Figure 6.

Microbial metabolites that affect glucose tolerance and inflammation. (1) A high fiber consumption has several beneficial effects on the gut microbiota and host health. They are degraded by the gut microbiota in short chain fatty acids such as butyrate, propionate, and acetate. SCFAs can be taken up by the enterocytes, used as an energy source or bound to free fatty acid receptors to stimulate varies responses (e.g., GLP-1 release from intestinal L-cells). Intracellularly, it can stimulate epigenetic changes via histone deacetylase (HDAC).
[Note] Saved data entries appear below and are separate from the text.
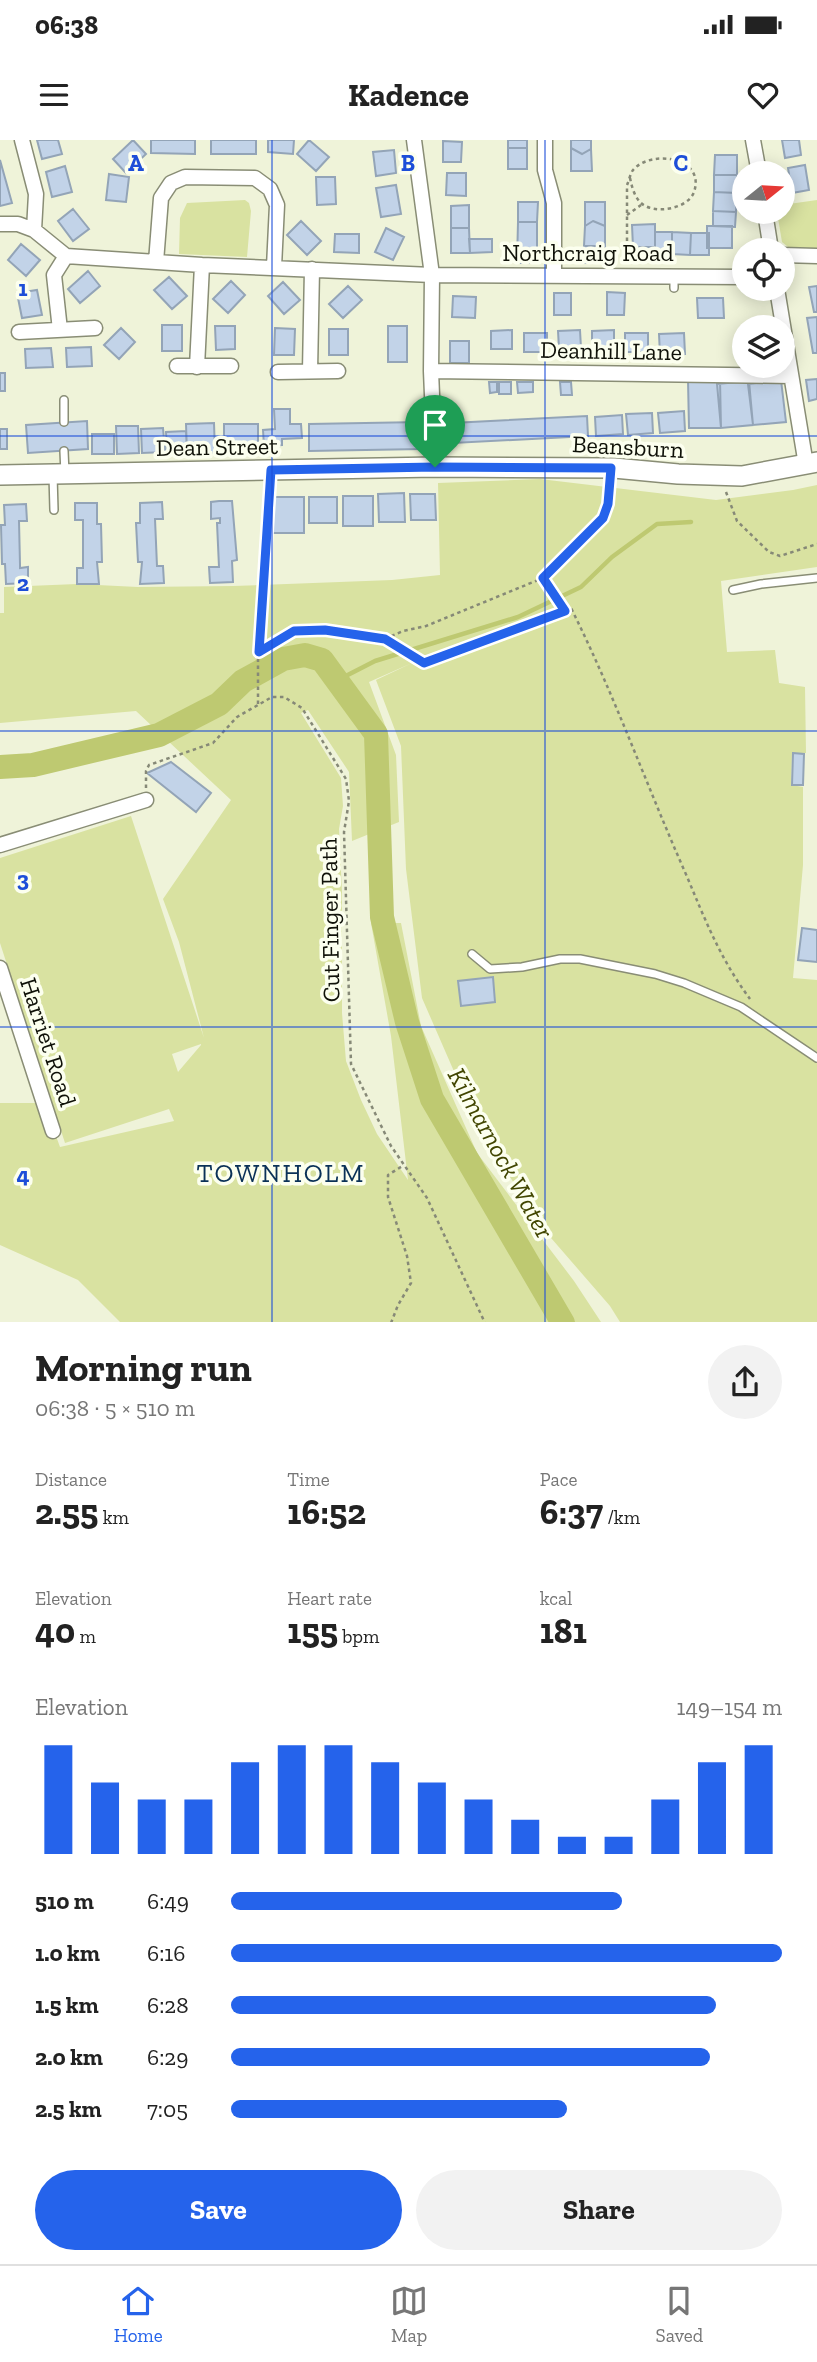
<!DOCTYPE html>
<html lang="en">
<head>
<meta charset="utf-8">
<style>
	body { margin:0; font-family:"Zilla Slab",serif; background:#f2f2f2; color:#222; height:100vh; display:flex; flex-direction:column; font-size:26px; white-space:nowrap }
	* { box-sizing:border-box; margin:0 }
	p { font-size:23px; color:#767676 }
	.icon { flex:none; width:38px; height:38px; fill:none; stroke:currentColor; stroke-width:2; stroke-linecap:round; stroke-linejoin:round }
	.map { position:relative; height:1182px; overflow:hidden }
	.drawer { display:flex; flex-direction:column; background:#fff; flex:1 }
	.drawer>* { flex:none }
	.needle { width:46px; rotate:72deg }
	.fabs { position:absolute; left:732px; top:21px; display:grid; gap:14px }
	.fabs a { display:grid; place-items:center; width:63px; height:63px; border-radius:50%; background:#fff; box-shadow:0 4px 18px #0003; font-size:35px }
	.pin { position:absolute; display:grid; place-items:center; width:60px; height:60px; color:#fff; margin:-72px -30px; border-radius:50% 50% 50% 0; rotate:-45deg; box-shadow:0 0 7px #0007 }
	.pin .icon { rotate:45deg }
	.round { display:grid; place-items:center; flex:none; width:74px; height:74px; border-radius:37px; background:#f2f2f2 }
	.headline { display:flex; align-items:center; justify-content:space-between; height:119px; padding:0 35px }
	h1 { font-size:38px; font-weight:700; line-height:52px }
	.stats { display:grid; grid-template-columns:repeat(3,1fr); gap:10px; height:119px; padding:7px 35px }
	.stats div { display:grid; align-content:center }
	.stats b { font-size:35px; font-weight:700 }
	.stats small { font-size:19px; font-weight:400 }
	.stats p { font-size:19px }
	.chart { height:196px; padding:14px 35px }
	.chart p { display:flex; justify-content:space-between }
	.chart svg { width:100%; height:126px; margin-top:7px; stroke:#2563eb; stroke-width:6 }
	.cta { display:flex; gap:14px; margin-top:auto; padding:14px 35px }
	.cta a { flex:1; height:80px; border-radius:42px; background:#2563eb; color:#fff; font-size:28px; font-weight:700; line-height:80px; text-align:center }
	.cta a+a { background:#f2f2f2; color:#222 }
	ul { padding:0 35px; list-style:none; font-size:23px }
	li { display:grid; grid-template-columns:112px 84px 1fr; align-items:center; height:52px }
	li i { height:18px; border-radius:9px; background:#2563eb }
	.status { display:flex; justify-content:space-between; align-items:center; height:49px; padding:0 35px; background:#fff; direction:ltr }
	.status svg { height:19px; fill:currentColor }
	header { display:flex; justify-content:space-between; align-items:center; height:91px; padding:0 35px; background:#fff; font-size:32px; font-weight:700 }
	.dock { display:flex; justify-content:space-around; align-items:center; height:98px; border-top:2px solid #e0e0e0; background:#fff; font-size:19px; color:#767676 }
	.dock a { display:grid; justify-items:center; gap:4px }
	.dock .current { color:#2563eb }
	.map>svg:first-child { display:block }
	.green { fill:#d9e2a1; fill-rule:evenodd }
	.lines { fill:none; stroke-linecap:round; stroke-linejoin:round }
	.stream { stroke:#bec971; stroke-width:4.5 }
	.river { stroke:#bec971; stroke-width:24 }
	.building { fill:#c2d3e8; stroke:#93a4b7; stroke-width:2 }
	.lane-casing { stroke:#898d75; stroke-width:10 }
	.street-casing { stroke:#898d75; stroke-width:17 }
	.secondary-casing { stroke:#898d75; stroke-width:22 }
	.path { stroke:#868977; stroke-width:2.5; stroke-dasharray:3.5 3.5; stroke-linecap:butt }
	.lane { stroke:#fff; stroke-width:7 }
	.street { stroke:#fff; stroke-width:14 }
	.secondary { stroke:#fff; stroke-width:19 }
	.route-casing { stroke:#fff; stroke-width:14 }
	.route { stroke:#2563eb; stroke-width:9 }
	.grid { fill:none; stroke:#1d4ed8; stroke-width:2; stroke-opacity:0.55 }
	.labels { text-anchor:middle; stroke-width:7; stroke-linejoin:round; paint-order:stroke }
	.street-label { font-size:24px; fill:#0f1108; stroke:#fcffef }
	.water-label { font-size:26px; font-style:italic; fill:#414600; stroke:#fcffef }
	.neighbourhood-label { font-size:26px; letter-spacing:2px; fill:#0a3157; stroke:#fcffef }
	.grid-label { font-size:23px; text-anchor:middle; font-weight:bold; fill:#1d4ed8; stroke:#fcffef; stroke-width:7; stroke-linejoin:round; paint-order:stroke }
</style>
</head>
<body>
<div class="status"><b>06:38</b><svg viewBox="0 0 49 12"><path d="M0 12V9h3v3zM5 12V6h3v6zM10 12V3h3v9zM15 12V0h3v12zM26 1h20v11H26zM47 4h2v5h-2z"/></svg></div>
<header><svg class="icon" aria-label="menu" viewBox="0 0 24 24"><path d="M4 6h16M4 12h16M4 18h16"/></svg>Kadence<svg class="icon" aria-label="heart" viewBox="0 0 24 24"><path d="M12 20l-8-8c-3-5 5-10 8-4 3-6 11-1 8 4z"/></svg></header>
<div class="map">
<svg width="817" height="1183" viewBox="0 0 817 1183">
	<rect width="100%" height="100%" fill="#eff3d9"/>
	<path class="green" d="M245,60L249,63L251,71L247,117L179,114L180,78L187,63Z
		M817,60V111H793L782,102L777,72H782V65Z
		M540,339L716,360L793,350L817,345V427L721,441L727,512L775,510L779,543L805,547L806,613H792L791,645L803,647V725L793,838L817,840V912L811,908L817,914V1182H620L610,1166L545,1091L480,991L422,858L406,729L401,606L376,540L412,523L369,542L396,615L399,682L352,701L349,632L308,570L301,573L341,638L343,666L339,689L342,752V873L346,921L361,960L377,994L408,1040L391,896L371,783H401L421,886L477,1013L574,1141L601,1182H120L78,1140L0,1105V963H44L60,1007L174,981L169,969L65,1003L0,803V718L131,676L204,898L179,802L163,759L231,660L136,571L0,583V473H4V447L77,444L138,447L233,446L392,440L440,435L438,343ZM201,904V905L178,932L172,914Z"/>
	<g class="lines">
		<path class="stream" d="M336,541L375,521L518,477L581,447L612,417L657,384L691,382"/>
		<path class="river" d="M0,627L33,625L159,595L219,564L243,541L283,519L305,515L322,520L376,594L382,777L407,882L432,959L563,1183"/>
	</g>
	<path class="building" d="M37,0H58L62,14L42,19Z
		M133,0L146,14L126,33L113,19Z
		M151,0H195V14L151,13Z
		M211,0H256V14H211Z
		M268,0H294L293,14L268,12Z
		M309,0L329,17L316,31L297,14Z
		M508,0H527V8H508Z
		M571,0H591V9L582,14L571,8Z
		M782,0H799L801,15L785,18Z
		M443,1L462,2L461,22H443Z
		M508,8H527V29H508Z
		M571,8L582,14L591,9L592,31H571Z
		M394,10L396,33L376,36L373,12Z
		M715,15H737V35H714Z
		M0,20L12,63L0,66Z
		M805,25L809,50L792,53L788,28Z
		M65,26L72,52L52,57L46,32Z
		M447,33H466V56L446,55Z
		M109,34L129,37L126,62L106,60Z
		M714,35H737V53L714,52Z
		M316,37H335L336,64L317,65Z
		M396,45L401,74L381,77L376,48Z
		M714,52L737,53L736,72L713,71Z
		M518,62H538L537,82H518Z
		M585,62H605V86L593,81L585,86Z
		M469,65V88H451V66Z
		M73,69L89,89L73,101L58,81Z
		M713,71L736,72L735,87L713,86Z
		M301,81L321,101L307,115L287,95Z
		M593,81L605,86V106H584L585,86Z
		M518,82H537V123H517Z
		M655,84V107H633L632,85Z
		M707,86H732V108H707Z
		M386,88L404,97L393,120L375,112Z
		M451,88H469L470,113H451Z
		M655,92H672V114H655Z
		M672,92L691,93L690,115L672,114Z
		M691,93H709V115H690Z
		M335,94H359V113L334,112Z
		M469,99H492V112L470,113Z
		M21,104L40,120L26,136L8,120Z
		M584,106H605V123H584Z
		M88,131L100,146L80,163L68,149Z
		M169,137L187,156L172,169L154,150Z
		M231,141L245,155L228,173L213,159Z
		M283,142L300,160L284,174L268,156Z
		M348,146L362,160L343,178L329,164Z
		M817,146V172H814L809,147Z
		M37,150L42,175L22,178L17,153Z
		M607,152L625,153L624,175H607Z
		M554,153H571V175H554Z
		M453,156L476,157L475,178L452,177Z
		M697,158H723L724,178H698Z
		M817,177V213H813L807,178Z
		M162,185H182V211H162Z
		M215,186H235V209L216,210Z
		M388,186H407V222H388Z
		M121,188L135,202L119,219L104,205Z
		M275,188L295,189L294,215H274Z
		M329,189H348V215H329Z
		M512,190V209H491V191Z
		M580,190L581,208L559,209L558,191Z
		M614,190V207L592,208V191Z
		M524,193H547V212H524Z
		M625,193H648V212H625Z
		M684,193L685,214L660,215L659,194Z
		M450,201H469V223H450Z
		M91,207L92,226L67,227L66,208Z
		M51,208L53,227L26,228L25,209Z
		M0,233H5V251H0Z
		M817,239V259L809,261L806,240Z
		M688,240H720L721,288H689Z
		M781,240L786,282L753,285L748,244Z
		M749,241L753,285L721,288L717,244Z
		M489,242H497V252L490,253Z
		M499,242H511V254H499Z
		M517,242H533V252L518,253Z
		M560,242H571L572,255H561Z
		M274,269H290V284H301L302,298L282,299V305L264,306L263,290L275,289Z
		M684,271L685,291L660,293L658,273Z
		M652,273L653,293L628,295L626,274Z
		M622,275L623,294L596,296L595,277Z
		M587,276L588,296L453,303L452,283Z
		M87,281L88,309L28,313L26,285Z
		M421,282L422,309L309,311V284Z
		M214,283L215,313L187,314L186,284Z
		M224,284H258V312H224Z
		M116,286H138L139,313L117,314Z
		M163,288L165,312L142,313L141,289Z
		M0,289H7V309H0Z
		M186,291L187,312L167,313L166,292Z
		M92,294H114V314H92Z
		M404,353L405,382H379L378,354Z
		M410,354H435L436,380H411Z
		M343,356H373V386H343Z
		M273,357H304V393H273Z
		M309,357H337V383H309Z
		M219,361H232L237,420L232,421L233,442L210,443L209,427H219L217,383H220V378L211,379V362Z
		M162,362L163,379H155L157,426H163L164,443L140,444L142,422H138L136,383H140V363Z
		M75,363H97V384H101L102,422H97L99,444H77V428H83V380H75Z
		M26,364L27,381H19L20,424V428L28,427V443L6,444L5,424H2L1,385H5L4,365Z
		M793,613L804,614L803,645H792Z
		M171,622L211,653L196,672L147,633Z
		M802,788L817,790V822L798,820Z
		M493,837L495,862L461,866L458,841Z"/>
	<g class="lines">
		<defs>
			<path id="lane" d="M674,148V137
				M64,282V260
				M64,311L65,334
				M53,335L54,370
				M733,450L761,444L817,438
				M472,814L490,829L522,827L560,819H580L655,834L684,843L741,867L817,918"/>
			<path id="street" d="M22,0L36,54L34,90
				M414,0L432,135L431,231L435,327
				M545,0V30L554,63V136
				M753,0L759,33
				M765,72L771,110
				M0,84H18L34,90L66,116L202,125L432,135L744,137
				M782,115L817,116
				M156,122L161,58L171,43L185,37L255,38L270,49L277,65L274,127
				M777,149L806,325
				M60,190L54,135L66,116
				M19,192L95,188
				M177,226H231
				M197,227L202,125
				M310,231L312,129
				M431,231L791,236
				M278,232L338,231
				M0,705L146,660
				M0,828L53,991"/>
			<path id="secondary" d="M0,335L435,327L614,328L678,334L742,336L817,322"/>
		</defs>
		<use href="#lane" class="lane-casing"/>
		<use href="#street" class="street-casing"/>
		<use href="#secondary" class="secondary-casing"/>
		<path class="path" d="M627,75L641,65
			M627,122V45C629,41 630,34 633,30C651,9 706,17 694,52C688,69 654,75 641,63C634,56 632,47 630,38
			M726,352L737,381L769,412L780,416L817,404
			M543,438L603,378L608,364L610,345
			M385,499L403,491L426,486L543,438L565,471
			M259,512L294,491L325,490L385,499L424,523L571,468C614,554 646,644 685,732C705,779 719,817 750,859
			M258,564V519L270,348
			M146,648V631L149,625L213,603L237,577L272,557H284L302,568L346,639L349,661L344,692L351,924L391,1006L427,1058L485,1183
			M391,1183L398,1165L411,1143L407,1116L388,1057V1035L404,1025"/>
		<use href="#lane" class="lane"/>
		<use href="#street" class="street"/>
		<use href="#secondary" class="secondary"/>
	</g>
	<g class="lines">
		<defs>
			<path id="route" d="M435,327L611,328L608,364L603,378L543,438L565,471L424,523L385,499L325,490L294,491L259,512L271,330Z"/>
		</defs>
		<use href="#route" class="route-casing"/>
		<use href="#route" class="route"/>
	</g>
	<path class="grid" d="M272,0V1183M545,0V1183M0,296H817M0,591H817M0,887H817"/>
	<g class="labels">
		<g class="street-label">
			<text x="588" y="121">Northcraig Road</text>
			<text transform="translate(611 211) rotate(1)" y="8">Deanhill Lane</text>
			<text transform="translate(217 307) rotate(-1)" y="8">Dean Street</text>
			<text transform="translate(628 307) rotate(3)" y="8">Beansburn</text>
			<text transform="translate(330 780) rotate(-91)" y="8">Cut Finger Path</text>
			<text transform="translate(48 902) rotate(72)" y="8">Harriet Road</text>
		</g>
		<g class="water-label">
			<text transform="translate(501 1013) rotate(61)" y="9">Kilmarnock Water</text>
		</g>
		<g class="neighbourhood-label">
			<text x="281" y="1042">TOWNHOLM</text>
		</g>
	</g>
	<g class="grid-label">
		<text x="136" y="31">A</text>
		<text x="408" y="31">B</text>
		<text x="681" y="31">C</text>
		<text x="23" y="156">1</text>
		<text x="23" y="451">2</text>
		<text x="23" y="747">3</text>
		<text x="23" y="1043">4</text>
	</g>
</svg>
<div class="fabs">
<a><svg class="needle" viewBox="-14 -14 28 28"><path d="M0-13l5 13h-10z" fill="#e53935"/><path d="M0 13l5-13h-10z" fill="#767676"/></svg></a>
<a><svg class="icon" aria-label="locate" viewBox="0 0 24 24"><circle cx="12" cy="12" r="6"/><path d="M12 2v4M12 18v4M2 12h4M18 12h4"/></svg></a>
<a><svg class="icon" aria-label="layers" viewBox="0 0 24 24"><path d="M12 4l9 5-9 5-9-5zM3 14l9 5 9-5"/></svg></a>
</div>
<div class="pin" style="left:435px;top:327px;background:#1e9e55"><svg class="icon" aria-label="arrive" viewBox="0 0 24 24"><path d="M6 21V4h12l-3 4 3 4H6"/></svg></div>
</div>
<section class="drawer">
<div class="headline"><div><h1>Morning run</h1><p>06:38 · 5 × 510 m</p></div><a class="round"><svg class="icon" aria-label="share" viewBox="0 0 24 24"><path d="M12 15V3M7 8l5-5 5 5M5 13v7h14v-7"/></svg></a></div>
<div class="stats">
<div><p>Distance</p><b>2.55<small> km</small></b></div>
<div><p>Time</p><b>16:52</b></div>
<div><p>Pace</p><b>6:37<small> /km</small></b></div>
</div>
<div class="stats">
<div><p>Elevation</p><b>40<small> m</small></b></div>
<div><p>Heart rate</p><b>155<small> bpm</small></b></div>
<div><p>kcal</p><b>181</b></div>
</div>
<div class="chart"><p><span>Elevation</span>149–154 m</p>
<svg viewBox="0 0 160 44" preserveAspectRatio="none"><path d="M5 44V6M15 44V19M25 44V25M35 44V25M45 44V12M55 44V6M65 44V6M75 44V12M85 44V19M95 44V25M105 44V32M115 44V38M125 44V38M135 44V25M145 44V12M155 44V6"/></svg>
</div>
<ul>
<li><b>510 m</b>6:49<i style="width:71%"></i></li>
<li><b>1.0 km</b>6:16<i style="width:100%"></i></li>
<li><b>1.5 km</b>6:28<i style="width:88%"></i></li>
<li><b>2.0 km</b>6:29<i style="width:87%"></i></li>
<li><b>2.5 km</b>7:05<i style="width:61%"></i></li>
</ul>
<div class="cta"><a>Save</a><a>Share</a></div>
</section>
<nav class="dock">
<a class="current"><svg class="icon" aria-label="home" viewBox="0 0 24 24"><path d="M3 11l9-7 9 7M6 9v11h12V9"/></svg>Home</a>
<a><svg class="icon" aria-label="map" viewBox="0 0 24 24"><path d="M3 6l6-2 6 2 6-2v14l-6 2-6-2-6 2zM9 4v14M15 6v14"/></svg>Map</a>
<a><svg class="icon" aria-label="saved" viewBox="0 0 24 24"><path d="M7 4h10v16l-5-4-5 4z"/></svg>Saved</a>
</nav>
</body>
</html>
It supports the expansion of beneficial bacteria and keeps opportunistic pathogens in control, improves glucose and appetite control, supports intestinal barrier integrity and induces an anti-inflammatory immune response in intestinal as well as systemic tissue sides. (2) Primary bile acids (pBA) are produced in the liver from cholesterol and secreted into the intestine via the gall bladder. There, they can change the gut microbiota and are transformed by bacteria to secondary bile acids (sBA). Bile acids can activate intestinal and systemic TGR5 as well as FXR, which increases the energy expenditure, lower inflammation and improves glucose tolerance. (3) A westernized diet, which is usually rich in saturated lipids, can disturb the branched chain amino acid (BCAA) catabolism of the host, which in turn inhibits the insulin signaling. (4) Further, a westernized diet is commonly rich in choline and carnitine, which the gut microbiota can metabolize to trimethylamine (TMA). After intestinal uptake, the liver transforms TMA into Trimethylamine N-oxide (TMAO) via flavin-containing monooxygenase (FMO). TMAO inhibits bile acid synthesis, reverse cholesterol transport (RCT), induce macrophage foam cell formation and inflammation via NLRP3. That in turn leads to cardiovascular complications.